--- START ---

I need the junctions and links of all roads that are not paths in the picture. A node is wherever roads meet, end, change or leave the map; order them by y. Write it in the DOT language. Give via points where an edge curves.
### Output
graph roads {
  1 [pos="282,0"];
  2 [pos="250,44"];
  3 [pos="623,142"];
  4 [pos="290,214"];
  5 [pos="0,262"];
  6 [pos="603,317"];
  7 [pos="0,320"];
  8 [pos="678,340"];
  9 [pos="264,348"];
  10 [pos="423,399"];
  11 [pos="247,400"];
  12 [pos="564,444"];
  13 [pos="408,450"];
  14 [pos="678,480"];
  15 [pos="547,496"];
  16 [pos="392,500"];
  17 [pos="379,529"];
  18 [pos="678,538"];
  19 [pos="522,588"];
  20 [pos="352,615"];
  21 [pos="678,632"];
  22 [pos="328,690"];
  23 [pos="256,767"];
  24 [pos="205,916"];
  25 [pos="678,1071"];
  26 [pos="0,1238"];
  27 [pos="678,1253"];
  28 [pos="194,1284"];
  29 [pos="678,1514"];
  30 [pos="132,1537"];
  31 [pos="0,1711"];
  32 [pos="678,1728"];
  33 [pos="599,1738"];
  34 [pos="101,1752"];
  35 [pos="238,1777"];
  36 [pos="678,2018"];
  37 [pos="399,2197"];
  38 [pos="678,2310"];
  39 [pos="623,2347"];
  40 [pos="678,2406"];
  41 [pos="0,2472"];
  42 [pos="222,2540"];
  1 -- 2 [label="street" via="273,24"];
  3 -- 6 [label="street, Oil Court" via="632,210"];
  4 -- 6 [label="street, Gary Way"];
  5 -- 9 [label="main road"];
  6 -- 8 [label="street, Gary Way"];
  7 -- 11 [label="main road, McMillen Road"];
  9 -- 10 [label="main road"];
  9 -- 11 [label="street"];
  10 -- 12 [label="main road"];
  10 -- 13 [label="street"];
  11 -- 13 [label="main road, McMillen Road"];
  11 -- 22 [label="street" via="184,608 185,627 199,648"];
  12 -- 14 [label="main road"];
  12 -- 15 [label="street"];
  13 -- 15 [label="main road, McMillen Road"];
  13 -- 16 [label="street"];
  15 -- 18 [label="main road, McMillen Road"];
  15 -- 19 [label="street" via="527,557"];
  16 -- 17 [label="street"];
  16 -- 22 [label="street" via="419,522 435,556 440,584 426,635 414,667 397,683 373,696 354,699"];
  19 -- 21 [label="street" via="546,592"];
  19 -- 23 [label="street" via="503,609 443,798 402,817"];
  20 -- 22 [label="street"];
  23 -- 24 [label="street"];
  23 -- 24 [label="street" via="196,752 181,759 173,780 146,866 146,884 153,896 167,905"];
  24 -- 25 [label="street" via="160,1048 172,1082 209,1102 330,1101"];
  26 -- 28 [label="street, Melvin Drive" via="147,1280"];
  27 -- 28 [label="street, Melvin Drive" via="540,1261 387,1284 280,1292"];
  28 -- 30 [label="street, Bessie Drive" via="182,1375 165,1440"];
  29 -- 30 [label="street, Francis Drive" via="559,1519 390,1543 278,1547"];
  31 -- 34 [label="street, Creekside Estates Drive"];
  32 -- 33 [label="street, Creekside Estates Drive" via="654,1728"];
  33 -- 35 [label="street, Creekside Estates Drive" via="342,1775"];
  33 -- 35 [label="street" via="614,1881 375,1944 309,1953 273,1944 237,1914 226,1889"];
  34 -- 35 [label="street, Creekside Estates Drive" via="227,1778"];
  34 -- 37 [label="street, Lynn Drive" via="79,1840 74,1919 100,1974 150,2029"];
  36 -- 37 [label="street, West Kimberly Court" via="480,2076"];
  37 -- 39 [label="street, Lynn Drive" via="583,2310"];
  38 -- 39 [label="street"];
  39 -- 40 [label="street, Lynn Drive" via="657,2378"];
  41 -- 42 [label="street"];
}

--- END ---

#### HOW TO COMPLETE THIS TASK
Take from the material above every line that includes the word "Gary".

#### RESULT FOR THIS TASK
  4 -- 6 [label="street, Gary Way"];
  6 -- 8 [label="street, Gary Way"];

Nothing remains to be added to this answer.